For each line in the data below that has the word "North", copy that line.

Stored data:
= = = =

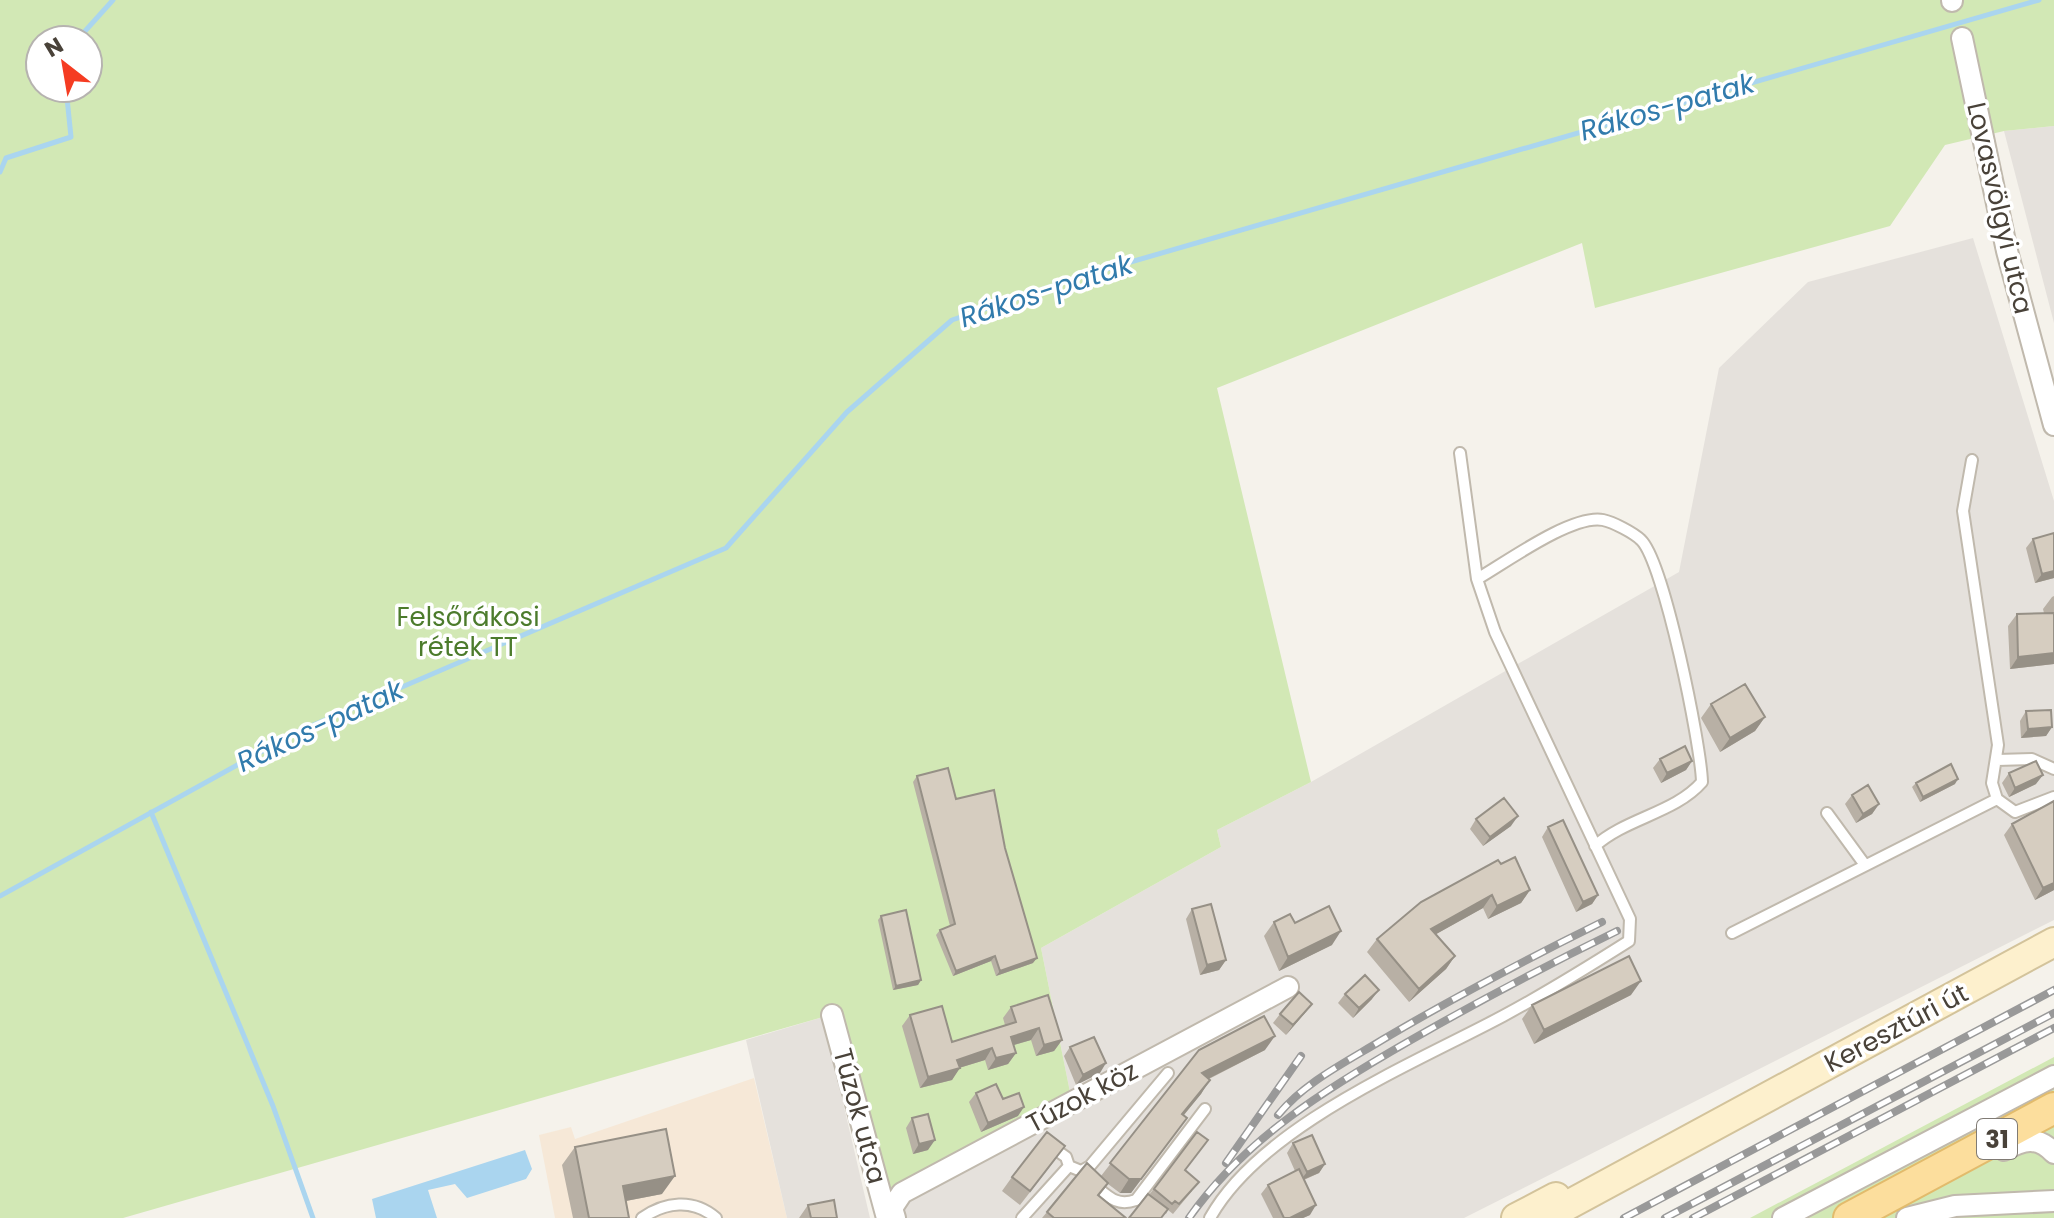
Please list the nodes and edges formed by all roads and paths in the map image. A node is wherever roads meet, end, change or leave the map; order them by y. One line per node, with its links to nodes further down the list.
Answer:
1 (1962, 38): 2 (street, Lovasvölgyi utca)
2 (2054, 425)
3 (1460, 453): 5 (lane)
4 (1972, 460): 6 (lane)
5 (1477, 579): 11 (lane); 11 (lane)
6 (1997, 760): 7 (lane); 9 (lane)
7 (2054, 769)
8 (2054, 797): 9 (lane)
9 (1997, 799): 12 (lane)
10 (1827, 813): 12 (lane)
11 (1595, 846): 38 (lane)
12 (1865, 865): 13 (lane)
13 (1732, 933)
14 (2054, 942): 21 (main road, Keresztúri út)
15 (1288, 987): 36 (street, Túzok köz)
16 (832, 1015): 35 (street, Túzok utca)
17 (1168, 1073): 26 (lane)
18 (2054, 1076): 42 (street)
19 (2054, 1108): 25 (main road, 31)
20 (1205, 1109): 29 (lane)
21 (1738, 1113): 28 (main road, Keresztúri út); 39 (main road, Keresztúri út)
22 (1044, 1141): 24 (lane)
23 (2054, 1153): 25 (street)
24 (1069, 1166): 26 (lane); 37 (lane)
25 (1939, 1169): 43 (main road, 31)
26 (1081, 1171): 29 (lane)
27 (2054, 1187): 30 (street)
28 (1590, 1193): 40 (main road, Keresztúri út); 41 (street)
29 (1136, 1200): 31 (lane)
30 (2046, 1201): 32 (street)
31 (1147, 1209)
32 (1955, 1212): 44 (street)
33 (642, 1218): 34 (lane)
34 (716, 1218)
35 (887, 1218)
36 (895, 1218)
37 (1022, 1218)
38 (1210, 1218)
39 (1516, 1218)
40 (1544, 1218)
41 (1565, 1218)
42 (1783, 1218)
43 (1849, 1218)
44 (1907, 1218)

= = = =

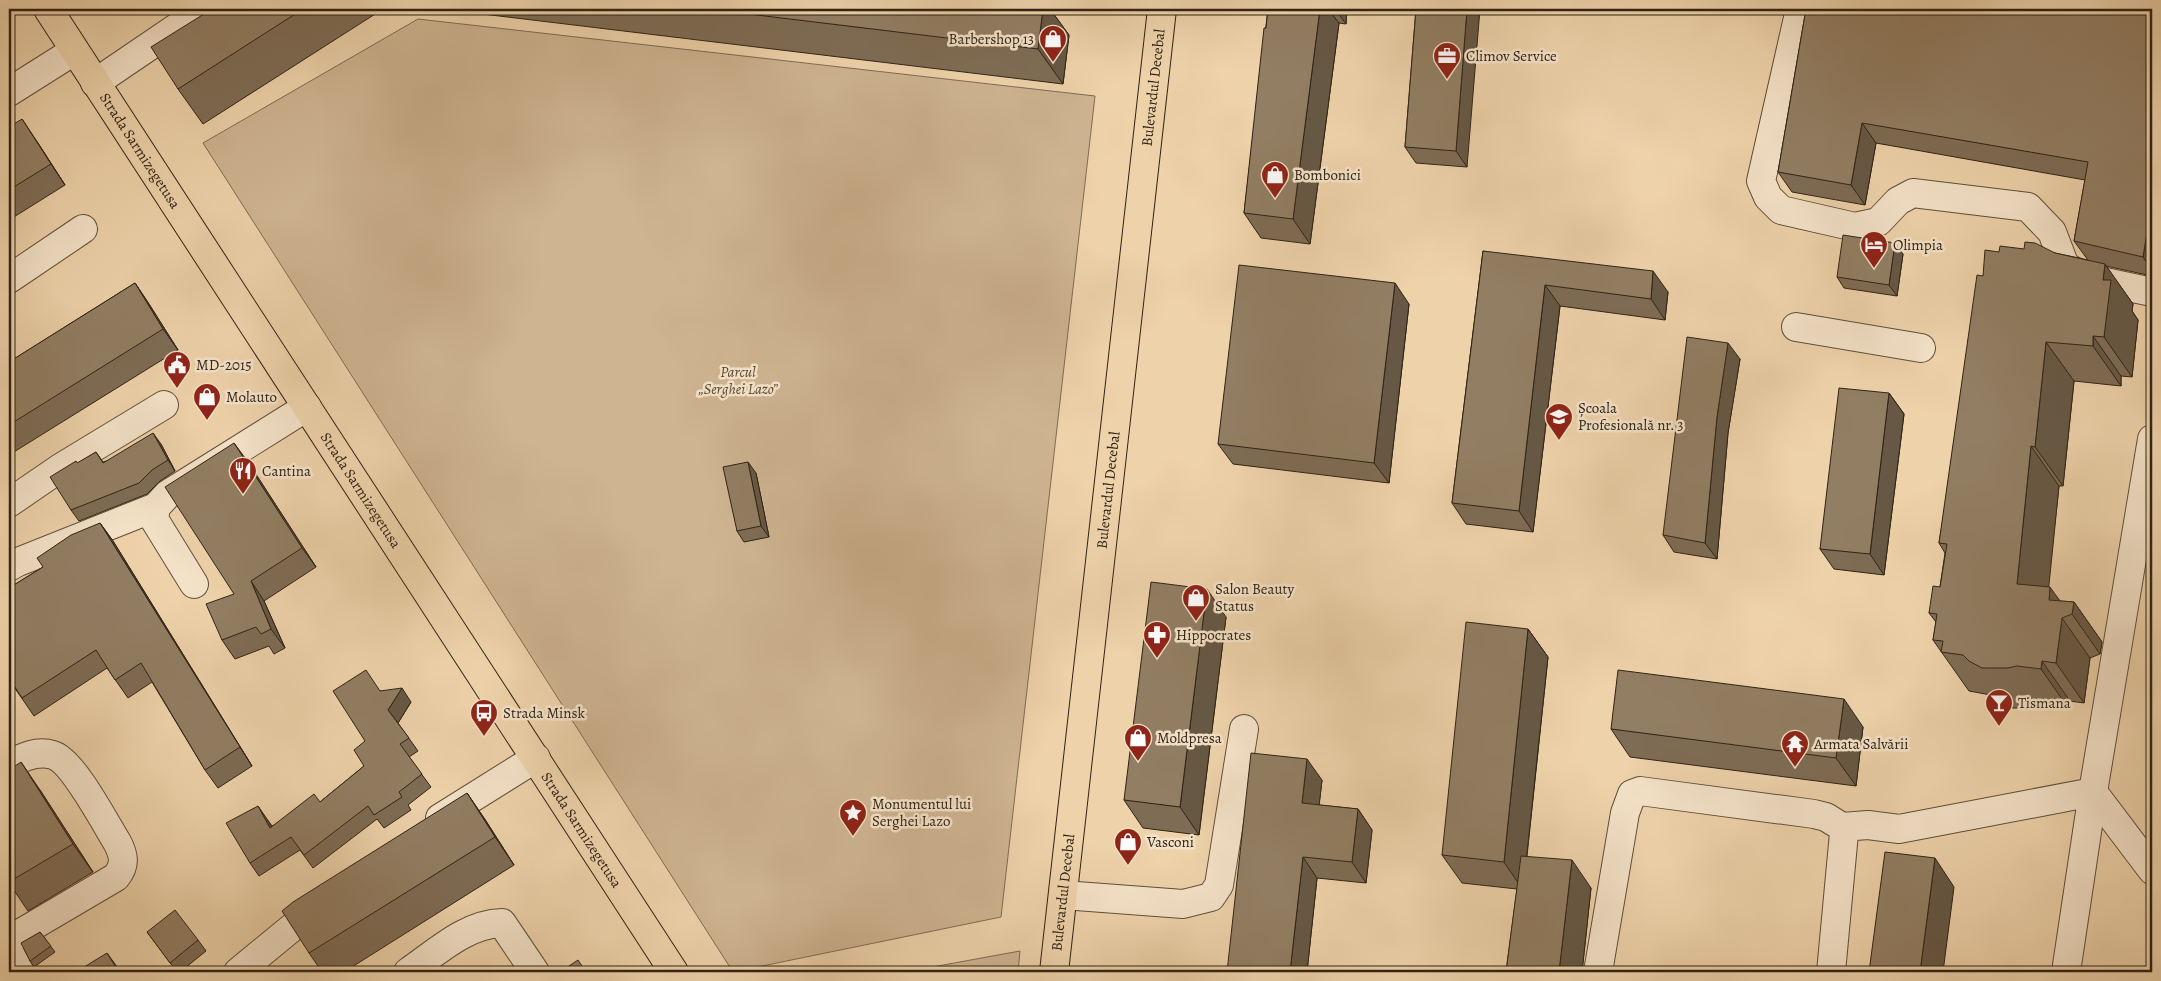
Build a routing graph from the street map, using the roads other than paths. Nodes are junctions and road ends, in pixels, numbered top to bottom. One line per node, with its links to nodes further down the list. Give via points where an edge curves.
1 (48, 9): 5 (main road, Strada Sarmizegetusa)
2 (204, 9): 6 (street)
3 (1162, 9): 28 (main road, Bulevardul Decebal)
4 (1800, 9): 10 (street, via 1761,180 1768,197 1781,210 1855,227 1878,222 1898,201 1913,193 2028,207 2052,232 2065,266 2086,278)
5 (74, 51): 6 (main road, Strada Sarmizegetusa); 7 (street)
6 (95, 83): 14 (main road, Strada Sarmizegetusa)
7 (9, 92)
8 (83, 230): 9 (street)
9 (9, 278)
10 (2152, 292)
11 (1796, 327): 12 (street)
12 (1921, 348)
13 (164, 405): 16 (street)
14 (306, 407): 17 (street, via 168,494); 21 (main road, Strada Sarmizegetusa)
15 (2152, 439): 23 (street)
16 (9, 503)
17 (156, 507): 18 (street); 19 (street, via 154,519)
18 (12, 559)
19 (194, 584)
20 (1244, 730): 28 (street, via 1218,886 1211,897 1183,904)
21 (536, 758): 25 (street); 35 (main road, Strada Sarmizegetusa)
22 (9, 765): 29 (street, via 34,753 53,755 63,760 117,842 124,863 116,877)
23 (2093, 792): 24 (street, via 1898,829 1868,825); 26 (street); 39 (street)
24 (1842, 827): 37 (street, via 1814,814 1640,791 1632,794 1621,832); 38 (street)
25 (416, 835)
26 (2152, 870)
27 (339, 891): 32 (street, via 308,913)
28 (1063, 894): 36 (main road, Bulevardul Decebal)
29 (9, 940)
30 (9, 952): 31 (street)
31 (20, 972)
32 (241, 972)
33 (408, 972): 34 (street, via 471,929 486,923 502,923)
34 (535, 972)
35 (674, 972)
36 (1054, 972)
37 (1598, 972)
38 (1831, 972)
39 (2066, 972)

= = = =

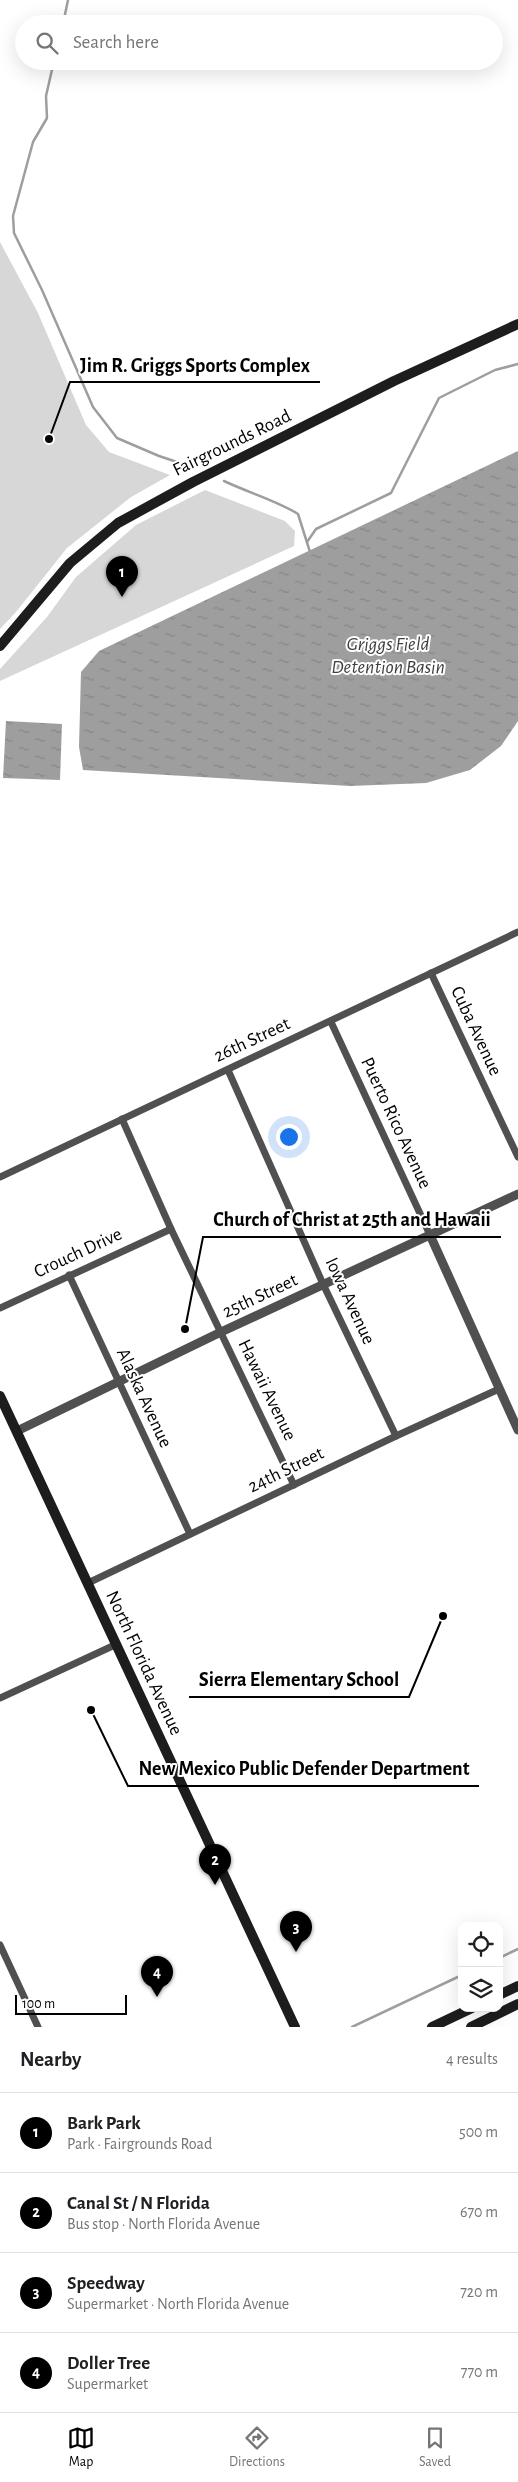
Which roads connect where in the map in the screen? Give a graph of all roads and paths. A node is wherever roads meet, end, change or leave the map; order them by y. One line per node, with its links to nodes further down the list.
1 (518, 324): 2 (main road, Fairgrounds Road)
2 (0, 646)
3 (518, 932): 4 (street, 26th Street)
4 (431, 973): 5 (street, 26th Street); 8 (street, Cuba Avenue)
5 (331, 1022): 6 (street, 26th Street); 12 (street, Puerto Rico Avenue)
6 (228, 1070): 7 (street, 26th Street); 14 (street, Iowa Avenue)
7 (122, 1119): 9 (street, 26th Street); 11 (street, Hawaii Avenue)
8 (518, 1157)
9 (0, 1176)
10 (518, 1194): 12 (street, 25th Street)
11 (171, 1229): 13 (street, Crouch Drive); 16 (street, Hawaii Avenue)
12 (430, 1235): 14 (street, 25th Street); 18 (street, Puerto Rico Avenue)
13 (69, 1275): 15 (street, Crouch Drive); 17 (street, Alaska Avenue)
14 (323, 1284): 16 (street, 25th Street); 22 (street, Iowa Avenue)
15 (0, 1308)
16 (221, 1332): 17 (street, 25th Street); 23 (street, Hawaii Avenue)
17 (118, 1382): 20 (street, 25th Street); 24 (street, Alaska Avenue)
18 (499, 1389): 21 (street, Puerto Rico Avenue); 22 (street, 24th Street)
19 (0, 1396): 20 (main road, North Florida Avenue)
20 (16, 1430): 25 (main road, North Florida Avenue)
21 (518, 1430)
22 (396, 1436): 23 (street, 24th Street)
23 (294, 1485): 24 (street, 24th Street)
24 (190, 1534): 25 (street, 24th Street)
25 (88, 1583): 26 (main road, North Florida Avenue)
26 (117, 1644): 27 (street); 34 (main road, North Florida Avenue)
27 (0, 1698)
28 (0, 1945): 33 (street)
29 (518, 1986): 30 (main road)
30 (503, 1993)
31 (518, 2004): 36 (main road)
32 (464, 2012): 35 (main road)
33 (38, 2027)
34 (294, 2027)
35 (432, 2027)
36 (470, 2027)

= = = =

▶ _Answer for the task_:
19 (0, 1396): 20 (main road, North Florida Avenue)
20 (16, 1430): 25 (main road, North Florida Avenue)
25 (88, 1583): 26 (main road, North Florida Avenue)
26 (117, 1644): 27 (street); 34 (main road, North Florida Avenue)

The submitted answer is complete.